Regarding [Lac], normal values in healthy individuals should be between 0.5 and 2.0 mmol/l (42). However, there was a tendency for [Lac] to be higher in patients evaluated before the 6MWT, therefore at rest, when compared to normal values in healthy individuals. Some of the evaluated patients had pre-TC6 maximum values between 5.2 mmol / l and 8.1 mmol / l, i.e. well above the maximum normal value found in healthy individuals. Some authors attribute the increase of [Lac] in patients with sickle cell disease to the adaptation to lower O2 availability to body cells, caused by the change from basal to anaerobic metabolic pathway, due to the sickle cell process.
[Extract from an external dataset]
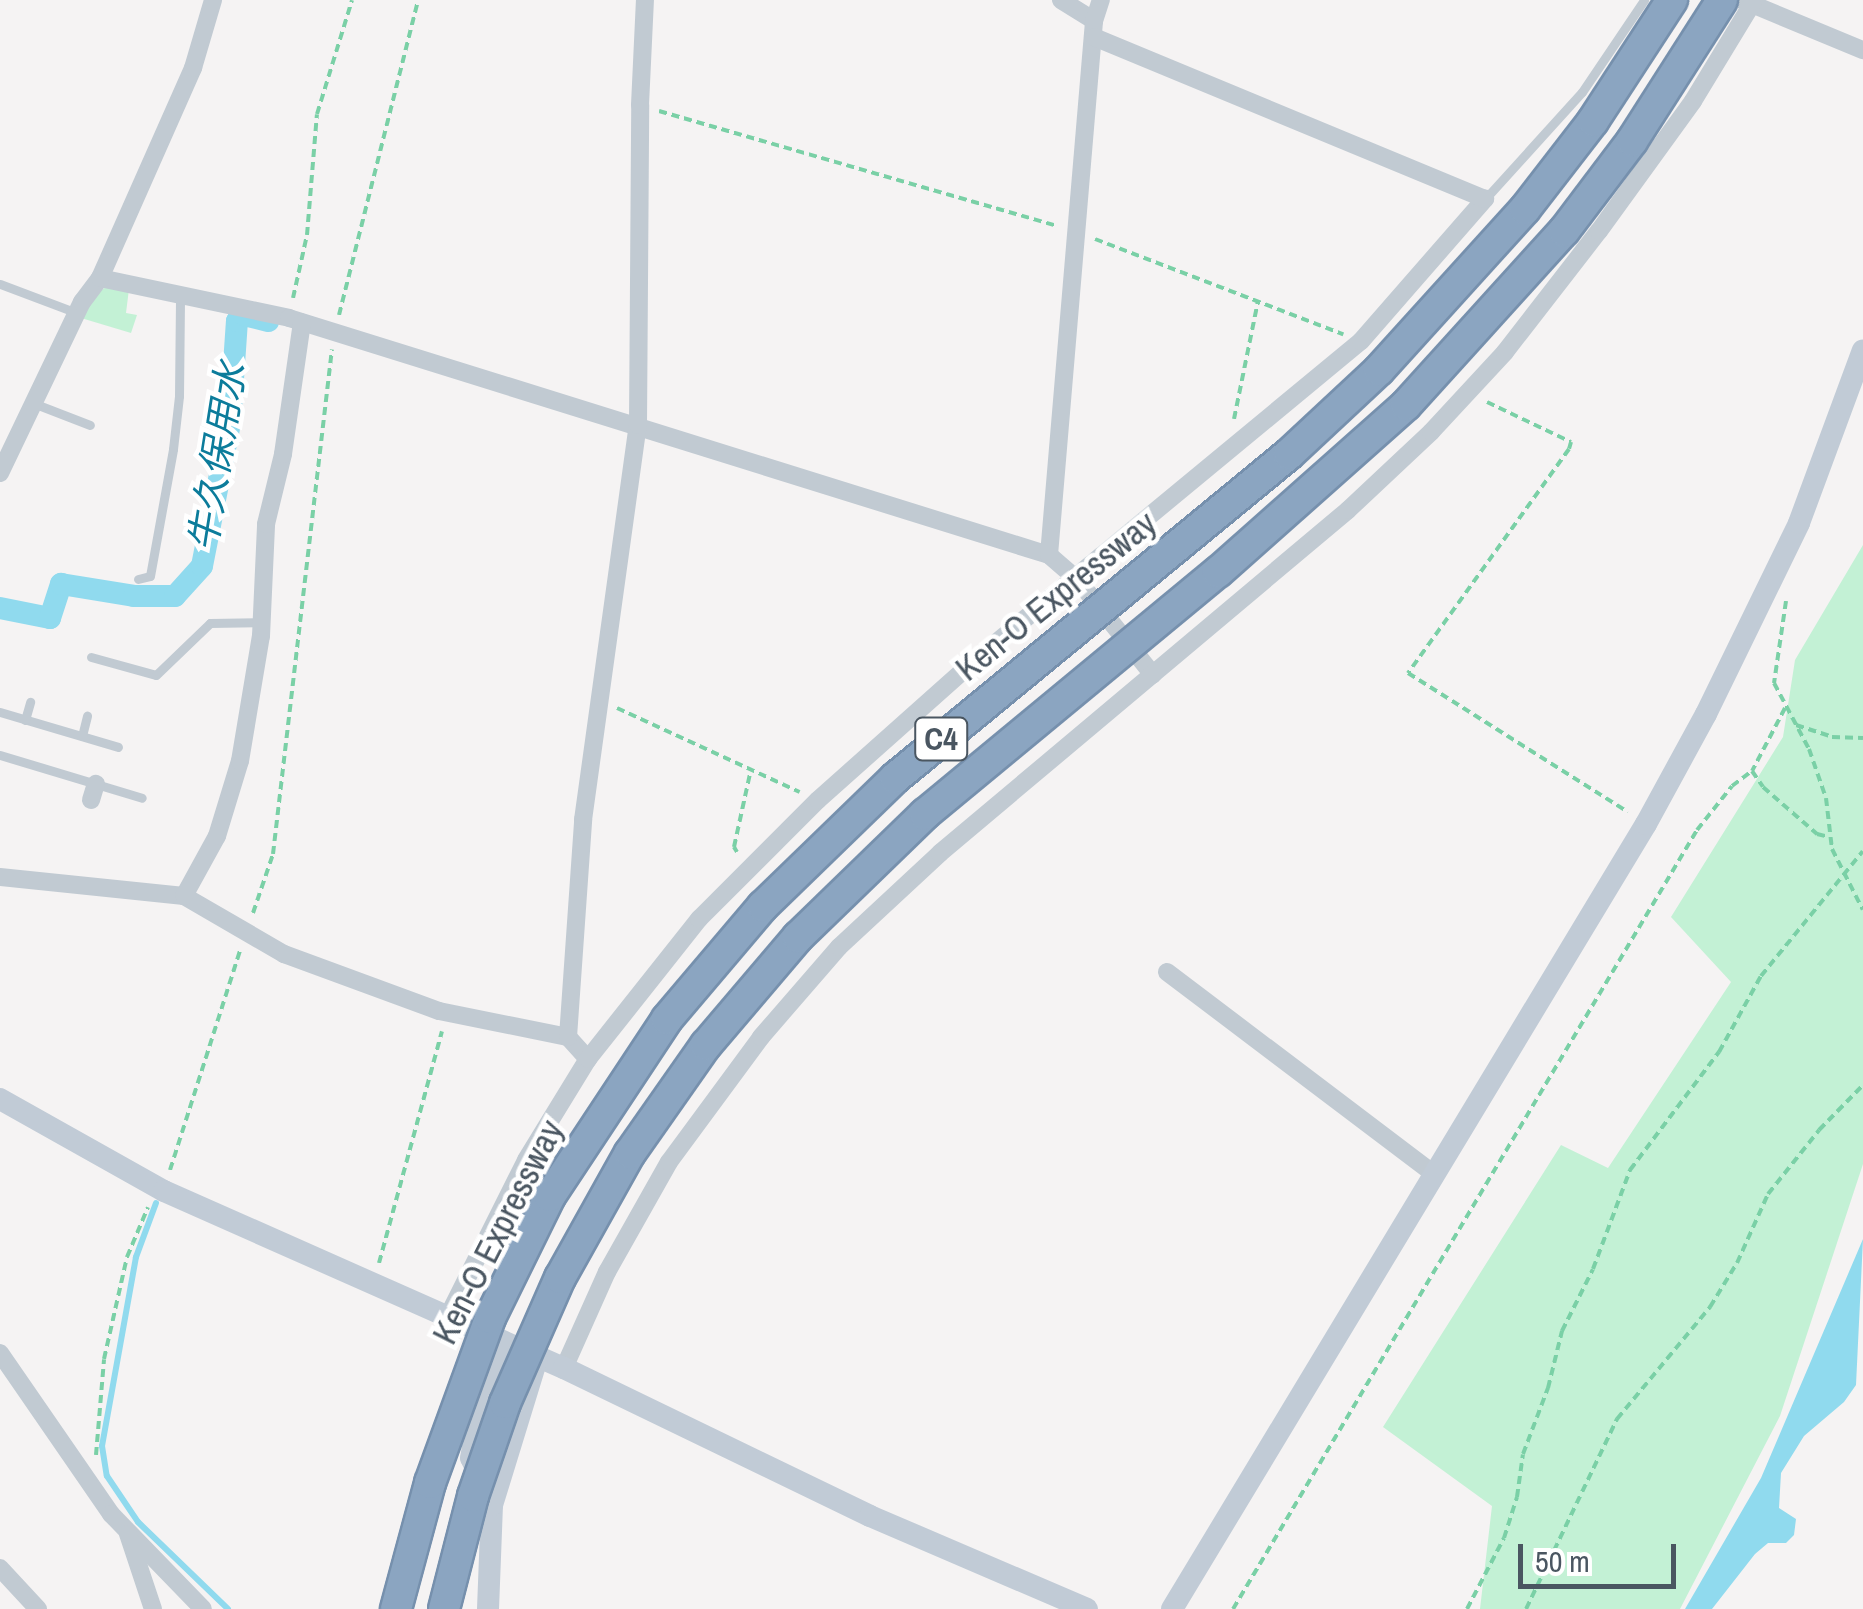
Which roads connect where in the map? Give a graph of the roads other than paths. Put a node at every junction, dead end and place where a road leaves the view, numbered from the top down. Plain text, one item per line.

Thus, anaerobic glycolysis increases the participation in cellular energy metabolism, favoring the production and increase of [Lac] (12,43).
[Lac] showed no significant change in the comparison of initial and final evaluation results. As expected, there was an increase in [Lac] after the 6MWT, probably related to the greater participation of anaerobic metabolism (11). [Lac] tends to increase significantly from levels between 50% and 60% of the maximum oxygen uptake rate (VO2max) (44). Patients with sickle cell disease may have a reduction in VO2max, due to the pathophysiological changes of the disease itself that reduce the half-life of red blood cells, leading to reduced oxygen transport. In addition, intrinsic lung disease also worsens peripheral oxygenation, contributing to the lower oxygen uptake peak in these patients (12,45). Thus, these patients tend to have a greater increase in [Lac] during exertion. Thus, IMT does not appear to have influenced an improvement in these conditions and, therefore, did not contribute to a lower elevation of [Lac].
Finally, comparison of patients grouped according to disease severity revealed no differences, suggesting homogeneity of the patients, probably due to the medical intervention in the natural history of the disease.
However, despite the important results found, we believe that other studies with a larger sample size and over a longer period should be made to test our hypothesis.